CH = np.loadtxt(fnameCH, delimiter=";")

Plot imported waveforms

plt.plot(CH.T)

File name of the Ctrl Knee waveforms

fnameCK = 'HC_KNEE.txt'

Load control knee data as numpy array

CK = np.loadtxt(fnameCK, delimiter=";")

Plot imported waveforms

plt.plot(CK.T)

File name of the Ctrl Ankle waveforms

fnameCA = 'HC_ANKLE.txt'

Load control ankle data as numpy array

CA = np.loadtxt(fnameCA, delimiter=";")

Plot imported waveforms

plt.plot(CA.T)

#################################################

PREPARE ARRAYS FOR HOTELLING'S TEST

#################################################

J = number of responses

Q = number of nodes to which the 1D responses have been resampled

I = number of vector components

See: https://spm1d.org/doc/Stats1D/multivariate.html

arr0=np.dstack((CH, CK, CA)) arr1=np.dstack((PH, PK, PA))

Check that dimensions of arr0 and arr1 are correct (J Q I)

print(arr0.shape) print(arr1.shape)

#################################################

PERFORM HOTELLING'S TEST

################################################# T2 = spm1d.stats.hotellings(arr1, arr0) T2i = T2.inference(0.05) print(T2i)

T2i.plot()

z_Test=T2i.z print(z_Test)

print(T2i.clusters)

#################################################

SUM OF T2

#################################################

print(np.shape(z_Test))

print("Sum:") print(np.sum(z_Test))`

0todd0000 commented 2 years ago

Your two questions are both very important, complex questions that are difficult to answer.
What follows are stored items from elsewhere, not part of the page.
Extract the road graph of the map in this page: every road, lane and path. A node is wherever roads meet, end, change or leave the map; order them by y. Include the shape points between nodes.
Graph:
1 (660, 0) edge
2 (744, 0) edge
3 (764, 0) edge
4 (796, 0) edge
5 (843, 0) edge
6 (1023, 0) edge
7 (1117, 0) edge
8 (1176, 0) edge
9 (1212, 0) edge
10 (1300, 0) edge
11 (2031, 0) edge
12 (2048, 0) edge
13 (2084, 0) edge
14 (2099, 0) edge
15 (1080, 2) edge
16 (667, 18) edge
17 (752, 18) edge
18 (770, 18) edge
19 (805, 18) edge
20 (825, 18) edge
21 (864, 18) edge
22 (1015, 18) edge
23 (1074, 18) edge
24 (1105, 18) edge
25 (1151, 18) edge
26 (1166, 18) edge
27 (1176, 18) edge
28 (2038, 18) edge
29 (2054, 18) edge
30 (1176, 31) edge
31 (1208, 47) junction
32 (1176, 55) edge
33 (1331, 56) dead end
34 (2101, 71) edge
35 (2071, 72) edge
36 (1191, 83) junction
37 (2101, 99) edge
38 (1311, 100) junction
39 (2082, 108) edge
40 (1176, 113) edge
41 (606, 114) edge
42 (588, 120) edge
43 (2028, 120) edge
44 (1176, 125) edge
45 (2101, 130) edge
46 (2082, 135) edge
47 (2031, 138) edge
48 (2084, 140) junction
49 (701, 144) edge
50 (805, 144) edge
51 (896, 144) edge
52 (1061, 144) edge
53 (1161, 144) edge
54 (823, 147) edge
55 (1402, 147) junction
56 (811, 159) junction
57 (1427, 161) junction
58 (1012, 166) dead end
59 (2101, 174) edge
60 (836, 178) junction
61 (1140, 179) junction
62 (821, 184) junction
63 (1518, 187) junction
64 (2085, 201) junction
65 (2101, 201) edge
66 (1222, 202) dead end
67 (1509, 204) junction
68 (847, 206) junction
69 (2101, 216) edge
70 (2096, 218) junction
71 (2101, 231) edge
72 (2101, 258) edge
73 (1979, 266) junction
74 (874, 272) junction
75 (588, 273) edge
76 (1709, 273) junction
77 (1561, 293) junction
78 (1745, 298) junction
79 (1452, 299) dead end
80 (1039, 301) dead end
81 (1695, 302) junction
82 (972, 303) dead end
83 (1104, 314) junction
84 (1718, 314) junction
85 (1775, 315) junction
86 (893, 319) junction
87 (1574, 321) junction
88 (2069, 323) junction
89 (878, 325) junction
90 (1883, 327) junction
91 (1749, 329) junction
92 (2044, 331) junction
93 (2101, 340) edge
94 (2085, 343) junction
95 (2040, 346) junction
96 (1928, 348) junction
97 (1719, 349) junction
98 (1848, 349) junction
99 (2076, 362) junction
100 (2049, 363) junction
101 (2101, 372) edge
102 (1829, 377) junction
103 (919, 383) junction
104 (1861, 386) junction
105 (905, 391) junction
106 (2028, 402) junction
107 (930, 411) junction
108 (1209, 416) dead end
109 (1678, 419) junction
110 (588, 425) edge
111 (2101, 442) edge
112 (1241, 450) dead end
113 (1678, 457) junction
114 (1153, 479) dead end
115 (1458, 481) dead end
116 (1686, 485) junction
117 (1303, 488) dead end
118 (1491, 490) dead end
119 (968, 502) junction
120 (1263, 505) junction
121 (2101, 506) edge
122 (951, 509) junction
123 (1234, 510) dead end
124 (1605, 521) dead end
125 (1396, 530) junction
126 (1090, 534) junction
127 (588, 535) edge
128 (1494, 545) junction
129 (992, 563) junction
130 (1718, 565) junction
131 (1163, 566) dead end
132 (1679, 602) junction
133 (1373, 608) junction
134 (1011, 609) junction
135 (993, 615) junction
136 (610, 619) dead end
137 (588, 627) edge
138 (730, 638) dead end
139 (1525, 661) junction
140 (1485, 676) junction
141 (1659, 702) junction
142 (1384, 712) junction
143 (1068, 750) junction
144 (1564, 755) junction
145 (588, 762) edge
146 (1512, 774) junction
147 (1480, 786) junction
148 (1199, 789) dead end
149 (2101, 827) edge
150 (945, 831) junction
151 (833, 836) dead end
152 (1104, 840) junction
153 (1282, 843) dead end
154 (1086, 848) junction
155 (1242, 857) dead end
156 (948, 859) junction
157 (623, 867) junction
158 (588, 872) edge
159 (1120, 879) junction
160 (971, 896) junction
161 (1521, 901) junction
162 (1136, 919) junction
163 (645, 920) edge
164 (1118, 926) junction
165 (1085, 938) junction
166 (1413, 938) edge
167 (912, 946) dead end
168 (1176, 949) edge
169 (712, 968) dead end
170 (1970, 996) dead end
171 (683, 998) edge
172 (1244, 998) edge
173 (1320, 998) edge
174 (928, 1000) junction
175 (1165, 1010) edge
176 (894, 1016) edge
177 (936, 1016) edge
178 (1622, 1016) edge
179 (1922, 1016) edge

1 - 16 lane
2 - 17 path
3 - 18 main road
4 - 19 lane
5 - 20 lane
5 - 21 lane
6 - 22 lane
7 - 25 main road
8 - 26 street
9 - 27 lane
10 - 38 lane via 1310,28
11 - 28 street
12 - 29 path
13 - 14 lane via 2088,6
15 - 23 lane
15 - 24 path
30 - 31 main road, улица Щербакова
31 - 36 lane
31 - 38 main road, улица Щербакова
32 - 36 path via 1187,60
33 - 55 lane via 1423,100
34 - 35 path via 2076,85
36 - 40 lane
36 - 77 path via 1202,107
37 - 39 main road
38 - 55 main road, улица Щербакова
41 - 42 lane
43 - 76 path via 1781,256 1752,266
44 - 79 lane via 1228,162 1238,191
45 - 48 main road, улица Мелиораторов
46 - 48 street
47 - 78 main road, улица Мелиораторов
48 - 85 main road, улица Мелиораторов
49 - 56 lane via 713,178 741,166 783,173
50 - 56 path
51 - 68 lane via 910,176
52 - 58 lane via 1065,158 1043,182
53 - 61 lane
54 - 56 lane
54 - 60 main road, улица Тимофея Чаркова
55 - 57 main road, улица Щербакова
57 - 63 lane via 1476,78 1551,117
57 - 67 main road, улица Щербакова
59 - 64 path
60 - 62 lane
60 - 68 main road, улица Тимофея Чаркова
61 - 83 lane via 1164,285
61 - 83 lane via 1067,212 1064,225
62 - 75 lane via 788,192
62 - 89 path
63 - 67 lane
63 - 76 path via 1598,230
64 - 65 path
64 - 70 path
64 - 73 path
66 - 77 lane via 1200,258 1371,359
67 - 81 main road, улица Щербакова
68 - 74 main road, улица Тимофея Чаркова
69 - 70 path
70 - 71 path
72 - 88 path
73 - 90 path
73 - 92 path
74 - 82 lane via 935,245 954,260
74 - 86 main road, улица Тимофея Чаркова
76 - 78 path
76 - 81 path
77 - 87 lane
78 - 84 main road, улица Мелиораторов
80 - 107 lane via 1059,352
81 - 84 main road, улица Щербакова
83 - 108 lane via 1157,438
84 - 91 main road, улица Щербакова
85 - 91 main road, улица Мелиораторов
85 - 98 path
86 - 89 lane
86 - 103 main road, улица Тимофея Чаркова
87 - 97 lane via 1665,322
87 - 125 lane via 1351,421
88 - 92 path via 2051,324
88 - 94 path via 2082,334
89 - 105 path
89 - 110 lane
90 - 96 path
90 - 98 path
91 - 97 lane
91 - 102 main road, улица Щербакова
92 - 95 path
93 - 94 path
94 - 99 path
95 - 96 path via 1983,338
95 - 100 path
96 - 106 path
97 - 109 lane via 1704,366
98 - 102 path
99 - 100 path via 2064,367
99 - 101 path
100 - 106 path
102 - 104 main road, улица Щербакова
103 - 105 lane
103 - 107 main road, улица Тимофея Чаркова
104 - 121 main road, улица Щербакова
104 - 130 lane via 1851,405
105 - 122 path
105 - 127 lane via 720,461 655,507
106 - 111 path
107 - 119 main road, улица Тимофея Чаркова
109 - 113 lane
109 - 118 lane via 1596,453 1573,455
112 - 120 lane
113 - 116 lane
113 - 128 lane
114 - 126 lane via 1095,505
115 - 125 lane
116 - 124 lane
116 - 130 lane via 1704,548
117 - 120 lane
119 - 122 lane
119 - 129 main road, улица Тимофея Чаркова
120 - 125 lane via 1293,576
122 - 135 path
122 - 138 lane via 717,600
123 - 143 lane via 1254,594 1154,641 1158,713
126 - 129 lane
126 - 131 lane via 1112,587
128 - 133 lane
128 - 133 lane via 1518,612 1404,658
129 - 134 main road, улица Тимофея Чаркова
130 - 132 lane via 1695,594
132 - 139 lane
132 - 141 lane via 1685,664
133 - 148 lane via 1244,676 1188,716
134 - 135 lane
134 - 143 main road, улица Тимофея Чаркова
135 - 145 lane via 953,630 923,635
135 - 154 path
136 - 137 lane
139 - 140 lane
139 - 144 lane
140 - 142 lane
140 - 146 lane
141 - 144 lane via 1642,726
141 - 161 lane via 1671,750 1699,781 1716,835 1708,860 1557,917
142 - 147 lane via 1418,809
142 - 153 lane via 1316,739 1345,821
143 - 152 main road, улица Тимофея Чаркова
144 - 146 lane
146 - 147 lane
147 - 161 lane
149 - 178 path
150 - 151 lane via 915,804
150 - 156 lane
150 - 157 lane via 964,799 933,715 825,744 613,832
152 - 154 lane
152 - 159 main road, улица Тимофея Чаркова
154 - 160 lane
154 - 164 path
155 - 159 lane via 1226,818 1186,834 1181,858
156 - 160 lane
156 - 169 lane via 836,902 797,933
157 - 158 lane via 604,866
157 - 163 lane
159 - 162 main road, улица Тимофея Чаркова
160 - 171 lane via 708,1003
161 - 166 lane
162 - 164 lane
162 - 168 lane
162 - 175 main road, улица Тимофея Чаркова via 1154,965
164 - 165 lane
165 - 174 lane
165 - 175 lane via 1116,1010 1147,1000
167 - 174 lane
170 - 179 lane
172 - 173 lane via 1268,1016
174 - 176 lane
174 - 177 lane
I have provided preliminary responses below. Since these questions go well beyond specific spm1d procedures, I'd suggest seeking additional support from a statistician and/or from general statistics forums.



Question 1: Which kind of approach would you suggest us to run this analysis? Is there a test more suitable for us in the spm1D package?

This is a difficult question to answer because the appropriate approach for single patient vs. healthy population comparisons depends largely on the precise purpose, the experimental design, and the nature of the healthy population data. The most straightforward case is a large sample of healthy individuals (N>100 or N>1000) in which case you can use the healthy mean as the datum for a one-sample test. A more complex case is a small, random sample of healthy individuals (N<100), in which case a two-sample test may be more appropriate BUT where sample size and power considerations can become complex.

This question is highly complex, and also quite general, pertaining to all types of data including simple scalar data, so I'd recommend posting this question to Stack Overflow's statistics forum, but in terms of simple scalar data like body mass.



Question 2: ...it would be useful to summarize the results of the SPM test with a zero-dimensional variable; so that each patient will have a single summary value of gait performance. Would this be methodologically possible?

It is possible but I suggest against using a test statistic (t value or T2 value) because these values are sample-size dependent; they generally increase as sample size increases, even when the true difference is constant. One option is to use the p-value associated with the maximum test statistic value, which is demonstrated here. However, since those p-values are generally not valid when large (p>0.5), it might be a better idea to use a more common difference metric like the RMSE between two sample means. There are several other difference / similarity metric options like mutual information. There are also several different software packages that directly support difference / similarity metric calculations including See scikit-image and similarity_measures.

bernard-liew commented 2 years ago

Hi all,

Just saw this and was intrigued. I think techniques like the Gait Deviation Index (https://pubmed.ncbi.nlm.nih.gov/18565753/), Dynamic Motor Control Index (https://www.ncbi.nlm.nih.gov/pmc/articles/PMC4683117/), and other similar techniques are potentially useful in this instance.

Regards, Bernard

0todd0000 commented 1 year ago

Thank you for the suggestions! They are not directly relevant to current spm1d procedures so I'm closing this issue. If you meant these as feature requests please post them to #45 . Thanks!